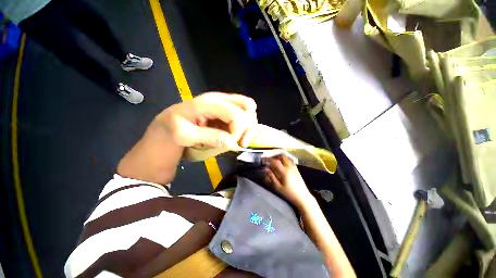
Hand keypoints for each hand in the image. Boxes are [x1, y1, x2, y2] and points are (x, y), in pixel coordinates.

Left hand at [155, 92, 257, 147]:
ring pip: (249, 109)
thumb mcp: (184, 135)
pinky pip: (245, 115)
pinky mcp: (228, 112)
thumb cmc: (173, 130)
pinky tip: (239, 136)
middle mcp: (220, 100)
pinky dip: (246, 127)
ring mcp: (225, 104)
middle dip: (249, 126)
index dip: (238, 130)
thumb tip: (233, 143)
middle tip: (241, 142)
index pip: (234, 113)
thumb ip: (208, 137)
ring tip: (241, 140)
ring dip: (249, 126)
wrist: (169, 126)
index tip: (234, 144)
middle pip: (247, 106)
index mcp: (208, 103)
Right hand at [263, 155, 315, 208]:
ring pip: (286, 158)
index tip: (264, 158)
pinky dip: (285, 159)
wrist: (303, 197)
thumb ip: (271, 177)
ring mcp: (294, 168)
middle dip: (275, 155)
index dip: (268, 159)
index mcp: (284, 171)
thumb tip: (266, 169)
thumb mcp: (278, 187)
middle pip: (282, 156)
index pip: (275, 161)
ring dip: (280, 157)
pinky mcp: (297, 170)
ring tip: (275, 159)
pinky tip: (283, 163)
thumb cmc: (289, 193)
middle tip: (270, 158)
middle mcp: (289, 167)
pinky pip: (290, 161)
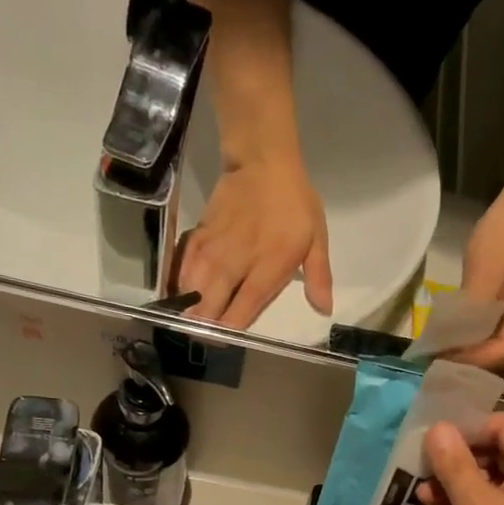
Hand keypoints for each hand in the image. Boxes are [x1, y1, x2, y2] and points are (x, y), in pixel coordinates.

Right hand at [179, 153, 331, 328]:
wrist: (262, 161)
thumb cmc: (294, 203)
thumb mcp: (317, 238)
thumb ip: (318, 276)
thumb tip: (324, 309)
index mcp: (268, 267)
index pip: (244, 307)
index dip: (231, 328)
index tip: (224, 342)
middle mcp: (236, 262)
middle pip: (211, 303)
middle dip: (204, 325)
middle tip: (203, 339)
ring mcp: (214, 249)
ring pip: (193, 287)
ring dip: (188, 308)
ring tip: (187, 324)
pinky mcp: (200, 235)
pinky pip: (184, 266)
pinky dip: (180, 283)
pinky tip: (179, 295)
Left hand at [456, 186, 503, 383]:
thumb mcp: (483, 268)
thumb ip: (469, 314)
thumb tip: (447, 350)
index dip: (472, 362)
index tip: (440, 361)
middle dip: (481, 376)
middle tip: (446, 370)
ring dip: (488, 372)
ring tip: (455, 364)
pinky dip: (495, 360)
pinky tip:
══════
» EXERCISE
Given the records above, restate word for word only the lines starting at the one with "thumb ip: (271, 177)" and ending at the one with "pinky pip: (290, 161)".

» WRITTEN SOLUTION
thumb ip: (271, 177)
ring mcp: (294, 168)
middle dip: (275, 155)
index dip: (268, 159)
index mcp: (284, 171)
thumb tip: (266, 169)
thumb mcp: (278, 187)
middle pip: (282, 156)
index pip: (275, 161)
ring dip: (280, 157)
pinky mcp: (297, 170)
ring tip: (275, 159)
pinky tip: (283, 163)
thumb cmc: (289, 193)
middle tip: (270, 158)
middle mcp: (289, 167)
pinky pip: (290, 161)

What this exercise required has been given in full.